(Dataset items)
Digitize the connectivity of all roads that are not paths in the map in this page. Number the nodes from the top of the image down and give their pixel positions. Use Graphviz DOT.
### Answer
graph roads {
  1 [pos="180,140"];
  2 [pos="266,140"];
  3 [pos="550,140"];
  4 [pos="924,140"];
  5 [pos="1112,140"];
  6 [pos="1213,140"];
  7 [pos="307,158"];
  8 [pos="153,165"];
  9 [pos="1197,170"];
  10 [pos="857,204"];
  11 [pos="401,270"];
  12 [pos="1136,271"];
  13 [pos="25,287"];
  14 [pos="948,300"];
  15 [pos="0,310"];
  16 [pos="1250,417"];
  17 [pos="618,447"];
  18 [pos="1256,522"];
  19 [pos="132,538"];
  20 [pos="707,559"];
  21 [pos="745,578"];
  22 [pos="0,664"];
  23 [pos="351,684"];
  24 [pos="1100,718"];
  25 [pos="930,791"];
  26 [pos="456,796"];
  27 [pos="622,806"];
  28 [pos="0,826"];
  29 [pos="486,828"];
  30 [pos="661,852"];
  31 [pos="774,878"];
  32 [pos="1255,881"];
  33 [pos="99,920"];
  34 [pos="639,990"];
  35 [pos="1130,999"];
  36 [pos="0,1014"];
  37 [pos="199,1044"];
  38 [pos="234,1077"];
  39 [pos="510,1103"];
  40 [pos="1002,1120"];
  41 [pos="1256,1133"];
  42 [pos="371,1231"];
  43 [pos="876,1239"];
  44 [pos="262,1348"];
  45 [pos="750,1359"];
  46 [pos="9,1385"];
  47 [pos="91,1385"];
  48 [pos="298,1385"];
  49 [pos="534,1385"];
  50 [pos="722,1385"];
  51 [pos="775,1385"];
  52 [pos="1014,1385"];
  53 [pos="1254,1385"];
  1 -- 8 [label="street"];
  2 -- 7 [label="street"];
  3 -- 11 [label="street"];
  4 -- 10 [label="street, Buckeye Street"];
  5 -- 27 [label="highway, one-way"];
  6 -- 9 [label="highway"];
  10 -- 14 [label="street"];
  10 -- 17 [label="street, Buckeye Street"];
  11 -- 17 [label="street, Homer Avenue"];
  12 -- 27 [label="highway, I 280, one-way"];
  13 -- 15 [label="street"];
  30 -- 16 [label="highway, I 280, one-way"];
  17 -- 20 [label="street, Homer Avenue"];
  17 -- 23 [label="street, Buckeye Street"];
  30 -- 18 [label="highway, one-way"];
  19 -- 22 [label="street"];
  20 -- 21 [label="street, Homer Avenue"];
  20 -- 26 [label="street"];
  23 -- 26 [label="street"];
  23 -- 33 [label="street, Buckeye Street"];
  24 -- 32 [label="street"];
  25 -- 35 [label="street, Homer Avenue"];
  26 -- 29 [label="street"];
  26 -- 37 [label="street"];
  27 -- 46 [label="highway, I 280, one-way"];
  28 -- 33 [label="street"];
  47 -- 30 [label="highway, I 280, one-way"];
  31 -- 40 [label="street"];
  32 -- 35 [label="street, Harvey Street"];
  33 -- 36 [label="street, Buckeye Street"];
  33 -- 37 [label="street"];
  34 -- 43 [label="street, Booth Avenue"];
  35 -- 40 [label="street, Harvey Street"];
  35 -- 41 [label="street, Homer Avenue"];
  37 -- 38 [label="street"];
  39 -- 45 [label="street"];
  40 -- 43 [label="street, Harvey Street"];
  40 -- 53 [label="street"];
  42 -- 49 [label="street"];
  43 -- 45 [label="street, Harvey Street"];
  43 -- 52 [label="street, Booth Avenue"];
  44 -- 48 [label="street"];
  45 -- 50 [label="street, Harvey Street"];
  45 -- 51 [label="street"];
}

**DIRECTIONS FOR THIS TASK**
Look through the data above and report every line in which "highway" appears.

**SOLUTION FOR THIS TASK**
  5 -- 27 [label="highway, one-way"];
  6 -- 9 [label="highway"];
  12 -- 27 [label="highway, I 280, one-way"];
  30 -- 16 [label="highway, I 280, one-way"];
  30 -- 18 [label="highway, one-way"];
  27 -- 46 [label="highway, I 280, one-way"];
  47 -- 30 [label="highway, I 280, one-way"];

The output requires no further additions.